If you meet him, please don't eat him.
Life can be a bitch Georgie but in your case that's a good thing because that's exactly what you need. A bitch. As in girl dog. To take your mind off both your uncle's penis and the new guy's throat. And soon, before the family either has to bring in Cesar Millan or the dog warden. Trust me, they're both bad men. -Cooper
Ah, another edition of The Doodoo Diaries. Georgie, you're turning out just fine. Don't let Uncle Jim tell you any different!
I'm a sucker for a dog story.

R
Hi, Hy-J! Georgie here. Glad I got a giggle. These homosapiens are so damn serious…

FOOLISH: I would LOVE to meet Dexter! I would not eat him! I only eat momma’s underwear and her socks and sometimes inanimate objects , never living breathing things! I would teach Dexter doggy ways, and try to tell him how to handle the homo-esses, as I call humans. Poppy sounds like a delight, and I would love to be her friend, but no sex, cuz I got no balls anymore. Just warning her, in case she had unrealistic expectations…

WREN: yeah. But new man makes Mommy happy. Happy Mommy means I can get away with more. I gotta look after my own interests.. and she still only sleeps with ME. If new guy showed up in our bed, I would …I dunno what I would do…
Haven't been paying attention and somehow missed this post..."when he went to take another poop. I will eat it with vigor. I will decimate it! Damn book..." Get your nose out of all that damn philosophy BS, buy some decent comic books and take that puppy out to play in the park already!! All you need to know about the purpose of life is that dog spelled backwards is G-O-D and cat spelled backwards make no sense whatsoever.
It sounds to me like Georgie Puppy got the best of the deal, maybe you James. F@#& New Man. You got a dog, sounds like a good deal to me.
He sounds like a few men I know! "The big, white water bowl"... loved it James. - Thanks/R - Duke
TEXAS: he reminds me of a lot of guys too, T…insatiable appetites for many many things…

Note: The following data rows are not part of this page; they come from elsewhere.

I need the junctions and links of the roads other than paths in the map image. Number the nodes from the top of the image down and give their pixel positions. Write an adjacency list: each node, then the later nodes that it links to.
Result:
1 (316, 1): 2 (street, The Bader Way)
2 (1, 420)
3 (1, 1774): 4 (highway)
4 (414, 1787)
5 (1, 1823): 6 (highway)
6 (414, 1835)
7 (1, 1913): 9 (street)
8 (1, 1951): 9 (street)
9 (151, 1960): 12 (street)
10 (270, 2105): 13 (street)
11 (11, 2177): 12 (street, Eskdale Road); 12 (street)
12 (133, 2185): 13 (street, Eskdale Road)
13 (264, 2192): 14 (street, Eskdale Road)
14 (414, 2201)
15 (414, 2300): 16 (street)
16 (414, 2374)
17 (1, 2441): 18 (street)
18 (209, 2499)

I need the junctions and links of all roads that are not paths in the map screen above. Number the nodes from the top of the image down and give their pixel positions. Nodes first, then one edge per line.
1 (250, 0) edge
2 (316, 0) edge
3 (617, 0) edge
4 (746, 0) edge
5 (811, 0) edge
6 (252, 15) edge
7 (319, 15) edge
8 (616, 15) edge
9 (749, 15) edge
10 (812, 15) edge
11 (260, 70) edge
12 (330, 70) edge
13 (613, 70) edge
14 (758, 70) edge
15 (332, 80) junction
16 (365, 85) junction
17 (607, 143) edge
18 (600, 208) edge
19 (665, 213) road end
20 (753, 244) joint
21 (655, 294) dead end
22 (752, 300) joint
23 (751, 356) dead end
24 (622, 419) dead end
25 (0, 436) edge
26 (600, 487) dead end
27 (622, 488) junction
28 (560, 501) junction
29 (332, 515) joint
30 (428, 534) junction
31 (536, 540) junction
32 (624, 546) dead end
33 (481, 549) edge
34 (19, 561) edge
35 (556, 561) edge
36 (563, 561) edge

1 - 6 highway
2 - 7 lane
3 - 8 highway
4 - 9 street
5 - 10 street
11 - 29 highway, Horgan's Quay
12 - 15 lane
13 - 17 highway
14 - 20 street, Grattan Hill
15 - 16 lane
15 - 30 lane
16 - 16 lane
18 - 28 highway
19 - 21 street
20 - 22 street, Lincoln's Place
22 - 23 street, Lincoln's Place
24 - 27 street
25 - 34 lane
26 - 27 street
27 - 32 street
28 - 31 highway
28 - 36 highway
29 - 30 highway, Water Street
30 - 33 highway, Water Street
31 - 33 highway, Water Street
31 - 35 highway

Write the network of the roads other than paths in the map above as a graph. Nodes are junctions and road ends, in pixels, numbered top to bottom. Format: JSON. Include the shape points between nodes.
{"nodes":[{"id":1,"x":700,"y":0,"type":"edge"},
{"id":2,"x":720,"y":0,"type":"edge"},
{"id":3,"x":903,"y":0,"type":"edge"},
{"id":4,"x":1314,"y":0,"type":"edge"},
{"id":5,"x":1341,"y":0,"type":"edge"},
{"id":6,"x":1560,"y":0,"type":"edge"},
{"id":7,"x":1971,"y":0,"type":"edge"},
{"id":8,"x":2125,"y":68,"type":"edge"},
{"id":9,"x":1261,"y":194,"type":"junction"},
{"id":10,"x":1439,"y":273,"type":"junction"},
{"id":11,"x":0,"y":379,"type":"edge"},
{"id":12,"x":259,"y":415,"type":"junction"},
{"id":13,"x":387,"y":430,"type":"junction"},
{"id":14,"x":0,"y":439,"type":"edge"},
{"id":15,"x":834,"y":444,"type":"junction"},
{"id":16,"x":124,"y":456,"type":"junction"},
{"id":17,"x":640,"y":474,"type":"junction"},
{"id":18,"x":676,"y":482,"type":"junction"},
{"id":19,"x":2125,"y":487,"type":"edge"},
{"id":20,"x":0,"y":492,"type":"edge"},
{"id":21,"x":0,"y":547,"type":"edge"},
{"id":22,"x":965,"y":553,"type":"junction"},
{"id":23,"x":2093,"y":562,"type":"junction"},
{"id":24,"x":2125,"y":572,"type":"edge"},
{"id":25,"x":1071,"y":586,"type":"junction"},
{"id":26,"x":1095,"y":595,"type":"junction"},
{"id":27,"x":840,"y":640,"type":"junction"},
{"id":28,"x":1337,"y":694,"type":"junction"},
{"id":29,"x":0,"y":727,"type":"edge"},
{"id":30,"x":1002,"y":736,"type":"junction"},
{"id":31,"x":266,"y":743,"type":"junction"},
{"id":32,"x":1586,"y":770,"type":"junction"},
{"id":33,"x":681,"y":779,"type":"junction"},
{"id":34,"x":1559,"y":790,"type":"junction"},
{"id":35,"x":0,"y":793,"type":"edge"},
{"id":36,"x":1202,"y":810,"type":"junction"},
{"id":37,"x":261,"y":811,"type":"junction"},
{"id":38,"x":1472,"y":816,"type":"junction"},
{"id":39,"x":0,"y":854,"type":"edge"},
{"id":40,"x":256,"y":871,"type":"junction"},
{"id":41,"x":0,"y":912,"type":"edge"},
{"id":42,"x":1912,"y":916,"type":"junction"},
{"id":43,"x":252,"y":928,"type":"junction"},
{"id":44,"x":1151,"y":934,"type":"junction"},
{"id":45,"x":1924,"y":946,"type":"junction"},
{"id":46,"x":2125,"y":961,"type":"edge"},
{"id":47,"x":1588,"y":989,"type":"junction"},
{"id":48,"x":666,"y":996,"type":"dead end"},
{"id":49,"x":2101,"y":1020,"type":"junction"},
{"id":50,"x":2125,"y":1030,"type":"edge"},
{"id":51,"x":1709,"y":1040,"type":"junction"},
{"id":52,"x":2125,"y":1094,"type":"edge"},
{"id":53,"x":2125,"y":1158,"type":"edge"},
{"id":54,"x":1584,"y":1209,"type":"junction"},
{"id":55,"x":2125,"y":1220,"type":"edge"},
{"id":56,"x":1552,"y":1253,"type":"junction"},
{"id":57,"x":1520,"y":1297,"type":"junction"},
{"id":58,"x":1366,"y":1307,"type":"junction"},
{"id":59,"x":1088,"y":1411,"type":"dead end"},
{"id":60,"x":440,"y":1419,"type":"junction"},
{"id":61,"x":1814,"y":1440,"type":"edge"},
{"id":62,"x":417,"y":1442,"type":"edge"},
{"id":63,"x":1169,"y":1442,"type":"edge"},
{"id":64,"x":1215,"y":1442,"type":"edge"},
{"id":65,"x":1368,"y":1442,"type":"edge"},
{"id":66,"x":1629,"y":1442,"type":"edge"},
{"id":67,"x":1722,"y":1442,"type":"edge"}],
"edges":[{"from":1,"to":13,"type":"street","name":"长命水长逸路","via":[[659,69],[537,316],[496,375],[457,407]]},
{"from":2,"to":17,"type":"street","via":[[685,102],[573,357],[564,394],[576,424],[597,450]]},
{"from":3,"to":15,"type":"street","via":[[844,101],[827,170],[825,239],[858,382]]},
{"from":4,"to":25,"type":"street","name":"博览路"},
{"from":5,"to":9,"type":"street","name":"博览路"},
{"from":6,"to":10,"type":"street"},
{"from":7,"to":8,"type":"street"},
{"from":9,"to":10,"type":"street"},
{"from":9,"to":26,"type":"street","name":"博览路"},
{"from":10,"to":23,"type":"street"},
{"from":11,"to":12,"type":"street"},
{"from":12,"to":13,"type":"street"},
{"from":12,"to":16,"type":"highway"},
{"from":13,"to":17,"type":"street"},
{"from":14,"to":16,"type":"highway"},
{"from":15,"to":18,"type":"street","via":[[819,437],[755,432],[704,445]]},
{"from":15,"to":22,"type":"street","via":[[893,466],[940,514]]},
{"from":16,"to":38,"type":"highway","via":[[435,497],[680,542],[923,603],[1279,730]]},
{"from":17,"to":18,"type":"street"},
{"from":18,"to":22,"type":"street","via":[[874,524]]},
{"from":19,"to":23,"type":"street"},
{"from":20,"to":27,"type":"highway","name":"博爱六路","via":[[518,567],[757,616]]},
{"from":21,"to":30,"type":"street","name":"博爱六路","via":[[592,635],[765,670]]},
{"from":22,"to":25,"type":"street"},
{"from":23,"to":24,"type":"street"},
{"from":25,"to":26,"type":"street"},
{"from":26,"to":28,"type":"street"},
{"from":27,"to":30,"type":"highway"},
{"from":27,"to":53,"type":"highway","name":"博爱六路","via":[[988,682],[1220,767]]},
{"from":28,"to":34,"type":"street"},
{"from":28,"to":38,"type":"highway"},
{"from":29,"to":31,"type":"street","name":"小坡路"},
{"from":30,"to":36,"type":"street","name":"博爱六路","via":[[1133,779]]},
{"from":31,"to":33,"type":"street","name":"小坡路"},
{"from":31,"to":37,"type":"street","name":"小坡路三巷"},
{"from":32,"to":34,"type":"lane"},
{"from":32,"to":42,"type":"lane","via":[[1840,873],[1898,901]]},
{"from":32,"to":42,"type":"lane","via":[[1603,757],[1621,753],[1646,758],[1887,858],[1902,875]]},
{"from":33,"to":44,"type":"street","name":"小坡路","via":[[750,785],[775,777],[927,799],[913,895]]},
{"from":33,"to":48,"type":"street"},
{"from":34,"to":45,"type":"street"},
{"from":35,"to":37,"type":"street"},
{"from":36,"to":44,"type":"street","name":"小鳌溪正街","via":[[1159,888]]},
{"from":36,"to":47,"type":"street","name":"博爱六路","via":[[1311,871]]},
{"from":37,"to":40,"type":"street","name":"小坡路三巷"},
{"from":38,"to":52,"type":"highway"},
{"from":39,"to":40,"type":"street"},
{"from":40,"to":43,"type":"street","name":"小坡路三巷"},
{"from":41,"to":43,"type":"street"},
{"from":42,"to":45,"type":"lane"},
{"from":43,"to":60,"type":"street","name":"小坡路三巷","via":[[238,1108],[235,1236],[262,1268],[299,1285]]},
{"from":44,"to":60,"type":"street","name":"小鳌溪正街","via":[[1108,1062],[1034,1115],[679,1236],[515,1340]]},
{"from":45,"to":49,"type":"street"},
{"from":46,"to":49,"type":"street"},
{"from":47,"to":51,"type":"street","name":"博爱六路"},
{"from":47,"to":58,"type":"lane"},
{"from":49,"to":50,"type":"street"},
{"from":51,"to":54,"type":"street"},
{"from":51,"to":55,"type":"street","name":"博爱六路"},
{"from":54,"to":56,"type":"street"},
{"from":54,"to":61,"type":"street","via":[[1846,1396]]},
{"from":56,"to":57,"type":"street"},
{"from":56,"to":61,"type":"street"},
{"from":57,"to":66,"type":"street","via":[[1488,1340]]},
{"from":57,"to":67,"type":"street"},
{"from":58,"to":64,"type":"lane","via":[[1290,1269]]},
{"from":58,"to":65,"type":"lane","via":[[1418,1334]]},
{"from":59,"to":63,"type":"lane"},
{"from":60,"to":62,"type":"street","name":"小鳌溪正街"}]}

JACK: I got Georgie puppy as a damn reward? This is my payback for years of helping and charity and, ah, politeness and patience with the human race? A psycho dog? Ah, I guess so………
As for him having me, god help him..if there is a god..which leads me to

JMAC: comic books??? well, yeah, I liked em once, when I was a tadpole. I also loved the comic page. In the newspaper…they still got a commix page, but it is so so lame, except for “classic Peanuts”…where is Alley Oop? As for your advice, old boy, you are pegged in my brain, after yer latest post…you are Doc Mccoy…astronaut doctor….haw…
I am
by the way, a cat person now.
I still love dogs, and Georgie is like a son to me, but kitty cats
are so cool...I love staring contests with em...and the purring...
and the abject immorality...the ruthlessness...
when a cat says she likes u it means something...
MARGARET ( @ COOPER): I SURE DO NEED A GOOD BITCH. I need a bitch to slam me down when I get too up, and lift me up when it is the middle of the day and Momma aint here and I got a head fulla ideas that are driving me nuts and Uncle James aint answering his phone…she gotta be a smart bitch, tho…

CHICKEN: I wanna believe I am ok, but all the NO NO NO’s are making me question this…this big wide world is so fulla fun and I wanta just gulp it down… Uncle says I am not only oral, but anal AND genital-fixated, Freudian-like…plus I got a goddamn Oedipus Complex. I am a “Freudian phantasmagorphic nightmare”, Uncle says. I ate his favorite pen , don’t tell him.

V: a dogs life it is indeed!
I love Georgie's outlook but poor guy - I hope he finds his way soon. " Uncle is extremely white and likes to glow red once in awhile." - That cracked me up! I guess he'd say the same thing about me!